In 1989, Rolex updated the Explorer II again in the form of the ref. 16570. It offered the same features as the ref. 16550 with a few significant upgrades such as the use of the new Caliber 3185 and white dials instead of the usual white gold ones. All the white dial versions of the Explorer II were later named the Polar Explorer, regardless of the specific reference.
Rolex marked the 40th anniversary of the Explorer II with the launch of the ref. 216570. While it’s a completely revamped version of the model, it pays homage to the inaugural ref. 16550 by featuring the familiar orange arrow-tipped 24-hour hand. But, what makes it different is that the 216570 is a dual-time watch with a second time zone display. It’s offered in either a black or white “Polar” dial.
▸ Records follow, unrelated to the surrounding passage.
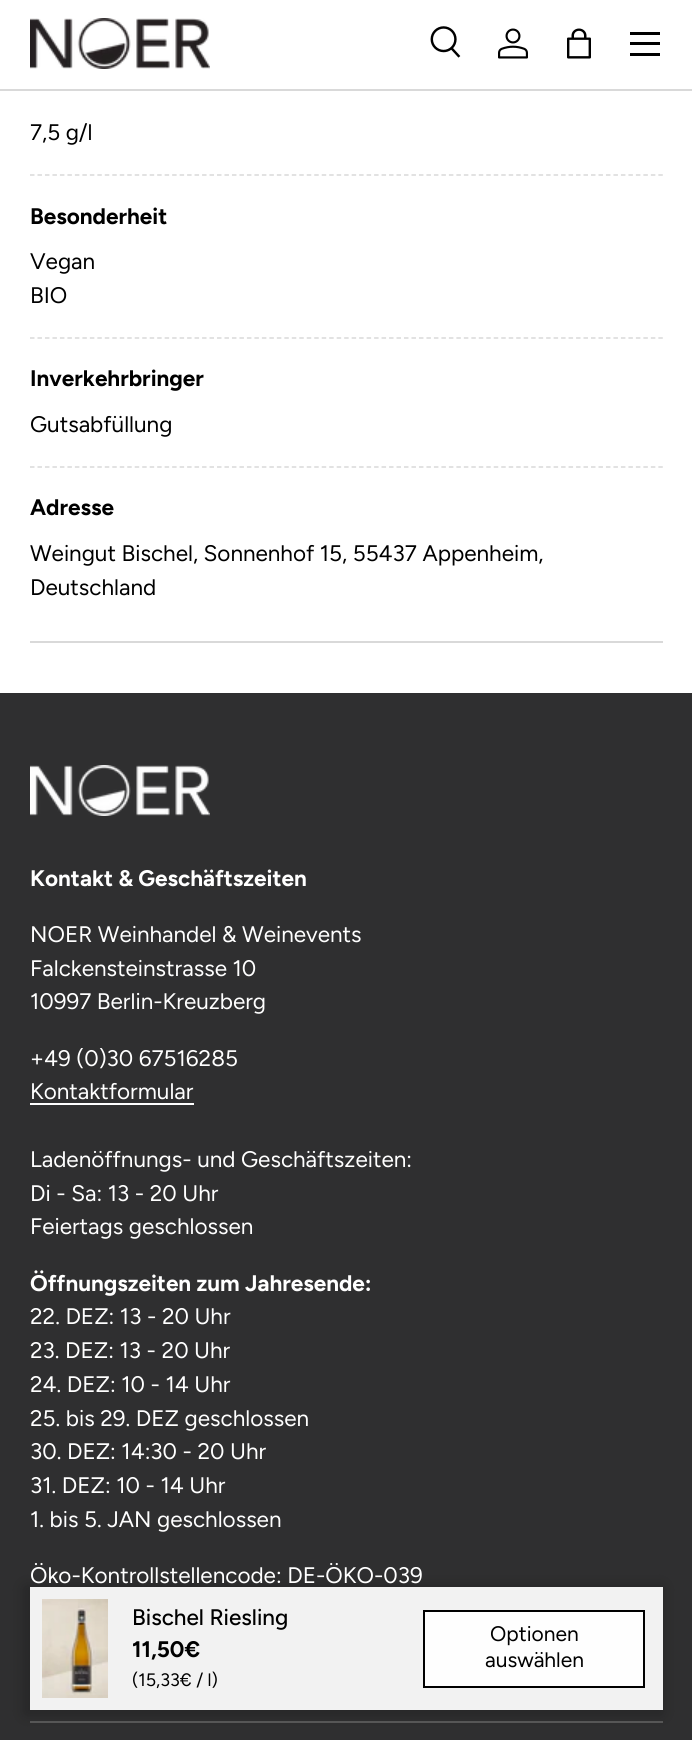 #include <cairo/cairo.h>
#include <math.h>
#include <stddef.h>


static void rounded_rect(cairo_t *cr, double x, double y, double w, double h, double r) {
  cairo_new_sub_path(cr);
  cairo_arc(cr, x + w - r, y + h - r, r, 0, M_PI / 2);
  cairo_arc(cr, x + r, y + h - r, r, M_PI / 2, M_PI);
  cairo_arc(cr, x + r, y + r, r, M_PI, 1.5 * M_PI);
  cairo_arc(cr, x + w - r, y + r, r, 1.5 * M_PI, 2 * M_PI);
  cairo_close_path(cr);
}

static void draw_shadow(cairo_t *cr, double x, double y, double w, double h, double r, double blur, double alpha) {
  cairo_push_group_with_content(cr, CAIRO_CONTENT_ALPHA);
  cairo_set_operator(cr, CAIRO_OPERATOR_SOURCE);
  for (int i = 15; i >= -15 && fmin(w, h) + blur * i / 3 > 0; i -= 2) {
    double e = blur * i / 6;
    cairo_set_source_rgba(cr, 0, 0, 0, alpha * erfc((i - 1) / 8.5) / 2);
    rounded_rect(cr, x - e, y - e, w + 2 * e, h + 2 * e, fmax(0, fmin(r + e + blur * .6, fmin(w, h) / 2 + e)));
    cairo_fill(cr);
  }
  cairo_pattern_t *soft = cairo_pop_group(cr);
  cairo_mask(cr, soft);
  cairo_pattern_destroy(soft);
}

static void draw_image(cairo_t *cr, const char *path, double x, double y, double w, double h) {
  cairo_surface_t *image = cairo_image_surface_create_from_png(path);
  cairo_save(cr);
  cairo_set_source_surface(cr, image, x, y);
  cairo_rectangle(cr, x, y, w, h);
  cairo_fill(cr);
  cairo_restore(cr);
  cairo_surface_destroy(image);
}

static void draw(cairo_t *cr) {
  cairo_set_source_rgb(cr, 1, 1, 1);
  cairo_paint(cr);
  cairo_set_source_rgba(cr, 0, 0, 0, 0.15);
  cairo_rectangle(cr, 0, 89, 692, 2);
  cairo_fill(cr);
  draw_image(cr, "images/1.png", 30, 18, 180, 51);
  draw_image(cr, "images/2.png", 430, 26, 31, 32);
  draw_image(cr, "images/3.png", 498, 28, 30, 31);
  draw_image(cr, "images/4.png", 567, 28, 24, 31);
  cairo_set_source_rgb(cr, 0, 0, 0);
  cairo_rectangle(cr, 630, 32, 30, 3);
  cairo_fill(cr);
  cairo_rectangle(cr, 630, 53, 30, 3);
  cairo_fill(cr);
  cairo_rectangle(cr, 630, 42, 30, 3);
  cairo_fill(cr);
  cairo_set_source_rgb(cr, 217 / 255.0, 217 / 255.0, 217 / 255.0);
  cairo_rectangle(cr, 30, 641, 633, 2);
  cairo_fill(cr);
  cairo_new_path(cr);
  cairo_move_to(cr, 30, 175);
  cairo_line_to(cr, 663, 175);
  cairo_set_line_width(cr, 1.5);
  cairo_set_dash(cr, (double[]){4.5, 2.98}, 2, 0);
  cairo_stroke(cr);
  cairo_new_path(cr);
  cairo_move_to(cr, 30, 338);
  cairo_line_to(cr, 663, 338);
  cairo_stroke(cr);
  cairo_new_path(cr);
  cairo_move_to(cr, 30, 467);
  cairo_line_to(cr, 663, 467);
  cairo_stroke(cr);
  cairo_set_source_rgb(cr, 47 / 255.0, 47 / 255.0, 48 / 255.0);
  cairo_rectangle(cr, 0, 693, 692, 1047);
  cairo_fill(cr);
  cairo_set_source_rgb(cr, 89 / 255.0, 89 / 255.0, 89 / 255.0);
  cairo_rectangle(cr, 30, 1721, 633, 2);
  cairo_fill(cr);
  cairo_set_source_rgb(cr, 0, 0, 0);
  draw_shadow(cr, 24, 1586, 639, 129, 0, 7.5, 0.2);
  cairo_set_source_rgb(cr, 242 / 255.0, 242 / 255.0, 242 / 255.0);
  cairo_rectangle(cr, 30, 1587, 633, 123);
  cairo_fill(cr);
  draw_image(cr, "images/5.png", 42, 1599, 66, 99);
  cairo_set_source_rgb(cr, 254 / 255.0, 254 / 255.0, 254 / 255.0);
  cairo_rectangle(cr, 424, 1611, 220, 76);
  cairo_fill_preserve(cr);
  cairo_set_source_rgb(cr, 0, 0, 0);
  cairo_set_line_width(cr, 2);
  cairo_set_dash(cr, NULL, 0, 0);
  cairo_stroke(cr);
  draw_image(cr, "images/6.png", 30, 765, 180, 51);
  cairo_set_source_rgb(cr, 1, 1, 1);
  cairo_rectangle(cr, 30, 1103, 164, 2);
  cairo_fill(cr);
  cairo_select_font_face(cr, "Figtree", CAIRO_FONT_SLANT_NORMAL, CAIRO_FONT_WEIGHT_NORMAL);
  cairo_set_font_size(cr, 22.5);
  cairo_set_source_rgb(cr, 0, 0, 0);
  cairo_move_to(cr, 30, 140);
  cairo_show_text(cr, "7,5 g/l");
  cairo_select_font_face(cr, "Figtree", CAIRO_FONT_SLANT_NORMAL, CAIRO_FONT_WEIGHT_BOLD);
  cairo_move_to(cr, 30, 224);
  cairo_show_text(cr, "Besonderheit");
  cairo_select_font_face(cr, "Figtree", CAIRO_FONT_SLANT_NORMAL, CAIRO_FONT_WEIGHT_NORMAL);
  cairo_move_to(cr, 30, 269);
  cairo_show_text(cr, "Vegan");
  cairo_move_to(cr, 30, 303);
  cairo_show_text(cr, "BIO");
  cairo_select_font_face(cr, "Figtree", CAIRO_FONT_SLANT_NORMAL, CAIRO_FONT_WEIGHT_BOLD);
  cairo_move_to(cr, 30, 386);
  cairo_show_text(cr, "Inverkehrbringer");
  cairo_select_font_face(cr, "Figtree", CAIRO_FONT_SLANT_NORMAL, CAIRO_FONT_WEIGHT_NORMAL);
  cairo_move_to(cr, 30, 432);
  cairo_show_text(cr, "Gutsabfüllung");
  cairo_select_font_face(cr, "Figtree", CAIRO_FONT_SLANT_NORMAL, CAIRO_FONT_WEIGHT_BOLD);
  cairo_move_to(cr, 30, 515);
  cairo_show_text(cr, "Adresse");
  cairo_select_font_face(cr, "Figtree", CAIRO_FONT_SLANT_NORMAL, CAIRO_FONT_WEIGHT_NORMAL);
  cairo_move_to(cr, 30, 561);
  cairo_show_text(cr, "Weingut Bischel, Sonnenhof 15, 55437 Appenheim,");
  cairo_move_to(cr, 30, 595);
  cairo_show_text(cr, "Deutschland");
  cairo_select_font_face(cr, "Figtree Medium", CAIRO_FONT_SLANT_NORMAL, CAIRO_FONT_WEIGHT_NORMAL);
  cairo_move_to(cr, 132, 1625);
  cairo_show_text(cr, "Bischel Riesling");
  cairo_select_font_face(cr, "Figtree", CAIRO_FONT_SLANT_NORMAL, CAIRO_FONT_WEIGHT_BOLD);
  cairo_move_to(cr, 132, 1657);
  cairo_show_text(cr, "11,50€");
  cairo_select_font_face(cr, "Figtree", CAIRO_FONT_SLANT_NORMAL, CAIRO_FONT_WEIGHT_NORMAL);
  cairo_set_font_size(cr, 18);
  cairo_move_to(cr, 132, 1686);
  cairo_show_text(cr, "(15,33€ / l)");
  cairo_set_font_size(cr, 21);
  cairo_move_to(cr, 490, 1641);
  cairo_show_text(cr, "Optionen");
  cairo_move_to(cr, 485, 1667);
  cairo_show_text(cr, "auswählen");
  cairo_select_font_face(cr, "Figtree", CAIRO_FONT_SLANT_NORMAL, CAIRO_FONT_WEIGHT_BOLD);
  cairo_set_font_size(cr, 22.5);
  cairo_set_source_rgb(cr, 1, 1, 1);
  cairo_move_to(cr, 30, 886);
  cairo_show_text(cr, "Kontakt & Geschäftszeiten");
  cairo_select_font_face(cr, "Figtree", CAIRO_FONT_SLANT_NORMAL, CAIRO_FONT_WEIGHT_NORMAL);
  cairo_move_to(cr, 30, 942);
  cairo_show_text(cr, "NOER Weinhandel & Weinevents");
  cairo_move_to(cr, 30, 976);
  cairo_show_text(cr, "Falckensteinstrasse 10");
  cairo_move_to(cr, 30, 1009);
  cairo_show_text(cr, "10997 Berlin-Kreuzberg");
  cairo_move_to(cr, 30, 1066);
  cairo_show_text(cr, "+49 (0)30 67516285");
  cairo_move_to(cr, 30, 1099);
  cairo_show_text(cr, "Kontaktformular");
  cairo_move_to(cr, 30, 1167);
  cairo_show_text(cr, "Ladenöffnungs- und Geschäftszeiten:");
  cairo_move_to(cr, 30, 1201);
  cairo_show_text(cr, "Di - Sa: 13 - 20 Uhr");
  cairo_move_to(cr, 30, 1234);
  cairo_show_text(cr, "Feiertags geschlossen");
  cairo_select_font_face(cr, "Figtree", CAIRO_FONT_SLANT_NORMAL, CAIRO_FONT_WEIGHT_BOLD);
  cairo_move_to(cr, 30, 1291);
  cairo_show_text(cr, "Öffnungszeiten zum Jahresende:");
  cairo_select_font_face(cr, "Figtree", CAIRO_FONT_SLANT_NORMAL, CAIRO_FONT_WEIGHT_NORMAL);
  cairo_move_to(cr, 30, 1324);
  cairo_show_text(cr, "22. DEZ: 13 - 20 Uhr");
  cairo_move_to(cr, 30, 1358);
  cairo_show_text(cr, "23. DEZ: 13 - 20 Uhr");
  cairo_move_to(cr, 30, 1392);
  cairo_show_text(cr, "24. DEZ: 10 - 14 Uhr");
  cairo_move_to(cr, 30, 1426);
  cairo_show_text(cr, "25. bis 29. DEZ geschlossen");
  cairo_move_to(cr, 30, 1459);
  cairo_show_text(cr, "30. DEZ: 14:30 - 20 Uhr");
  cairo_move_to(cr, 30, 1493);
  cairo_show_text(cr, "31. DEZ: 10 - 14 Uhr");
  cairo_move_to(cr, 30, 1527);
  cairo_show_text(cr, "1. bis 5. JAN geschlossen");
  cairo_move_to(cr, 30, 1583);
  cairo_show_text(cr, "Öko-Kontrollstellencode: DE-ÖKO-039");
}

int main(void) {
  cairo_surface_t *surface = cairo_image_surface_create(CAIRO_FORMAT_RGB24, 692, 1740);
  cairo_t *cr = cairo_create(surface);
  cairo_font_options_t *options = cairo_font_options_create();
  cairo_font_options_set_hint_metrics(options, CAIRO_HINT_METRICS_OFF);
  cairo_font_options_set_hint_style(options, CAIRO_HINT_STYLE_NONE);
  cairo_set_font_options(cr, options);
  cairo_set_miter_limit(cr, 4);
  draw(cr);
  cairo_surface_write_to_png(surface, "out.png");
  cairo_font_options_destroy(options);
  cairo_destroy(cr);
  cairo_surface_destroy(surface);
  return 0;
}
How Much Should You Spend on a Rolex Watch?
“How much is a Rolex?” is a typical question among watch fans who are relatively new in the market. Given the brand’s name, history, and reputation for manufacturing high-quality watches that are built to last for years, you should expect to pay anywhere between $5,000 and $75,000 or more. Pricing will still vary on various factors including the material, movement, complications and demand for the particular watch you are eyeing to buy.
From the beginning, Rolex has created a perception of class, superiority, and success, and neither of them comes cheap. To answer the question, how much you should spend on a luxury watch such as the Rolex Explorer II boils down to your budget and your reason for buying one in the first place. Will it be for investment, style, or functionality? Fortunately, with a Rolex, any watch can fit these qualifications. This much is true for the Rolex Explorer II. So, check it out for yourself and invest your money in something that’s truly worth the splurge.